WORK ITEM: Return each entry word for word and skip its pictures.

########

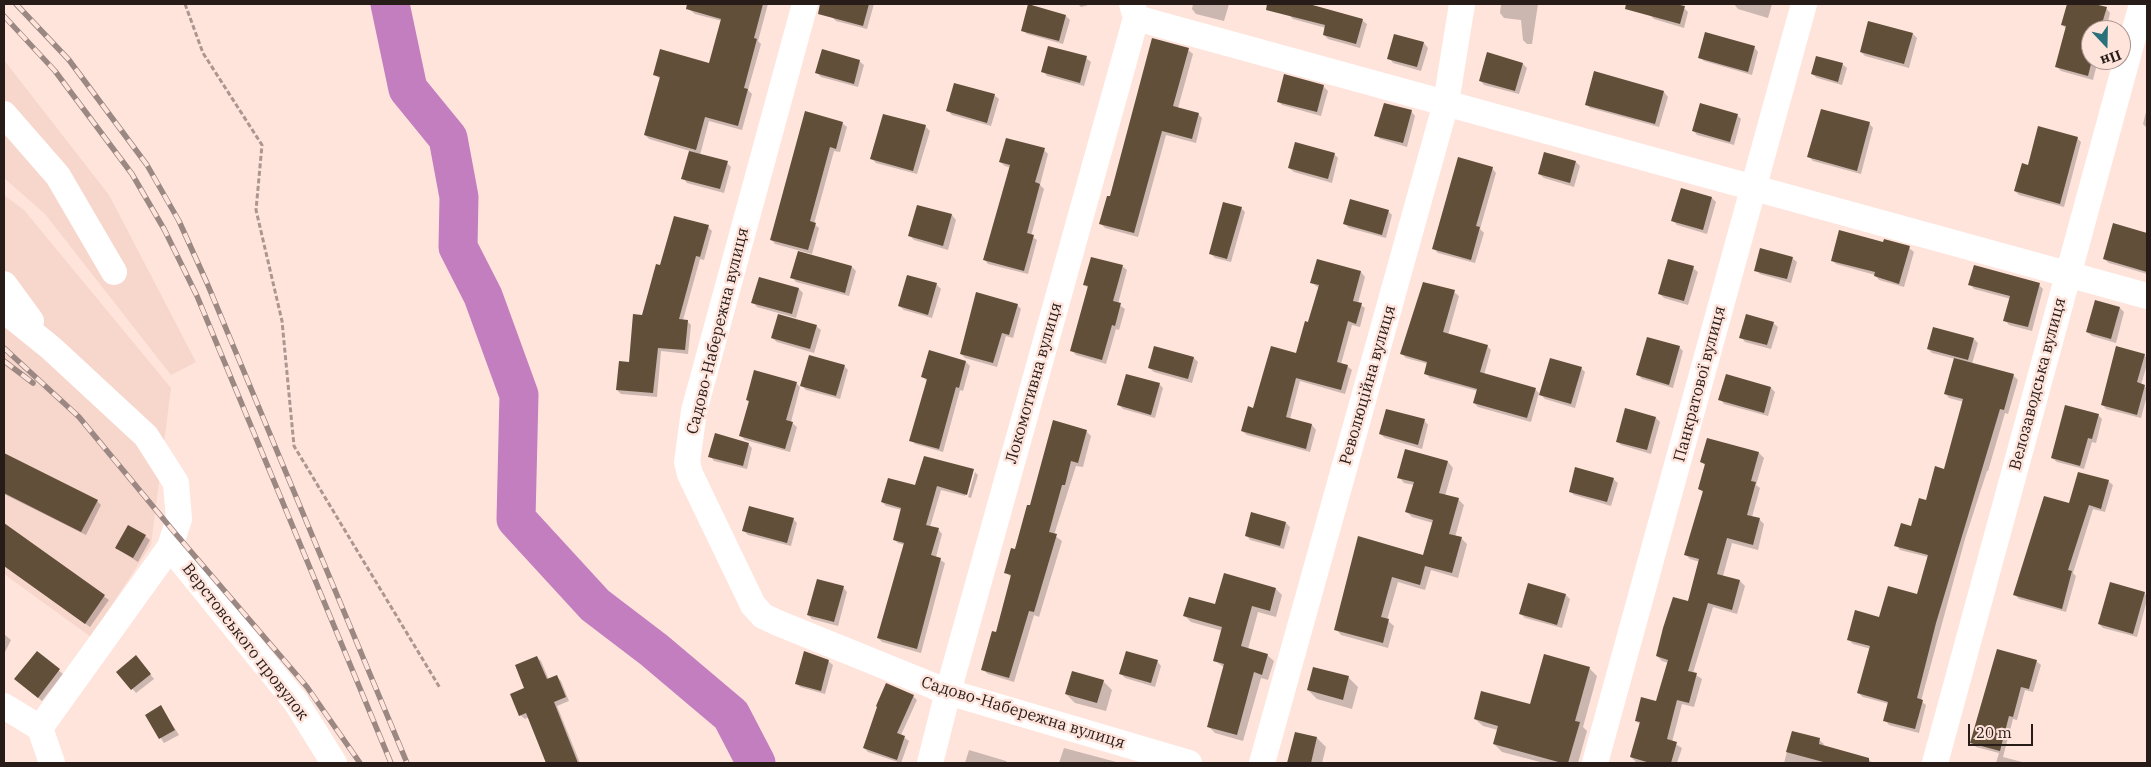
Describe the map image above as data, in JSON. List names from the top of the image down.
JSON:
{
  "streets": {
    "street": [
      "Садово-Набережна вулиця",
      "Локомотивна вулиця",
      "Панкратової вулиця",
      "Велозаводська вулиця",
      "Революційна вулиця",
      "Верстовського провулок"
    ]
  },
  "crossings": [
    ["Садово-Набережна вулиця", "Локомотивна вулиця"]
  ],
  "scale_bar": "20 m",
  "north": "bottom"
}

########

COMPLETED EXERCISE:
Describe the map image above as data, in JSON. List names from the top of the image down.
JSON:
{
  "streets": {
    "street": [
      "Садово-Набережна вулиця",
      "Локомотивна вулиця",
      "Панкратової вулиця",
      "Велозаводська вулиця",
      "Революційна вулиця",
      "Верстовського провулок"
    ]
  },
  "crossings": [
    ["Садово-Набережна вулиця", "Локомотивна вулиця"]
  ],
  "scale_bar": "20 m",
  "north": "bottom"
}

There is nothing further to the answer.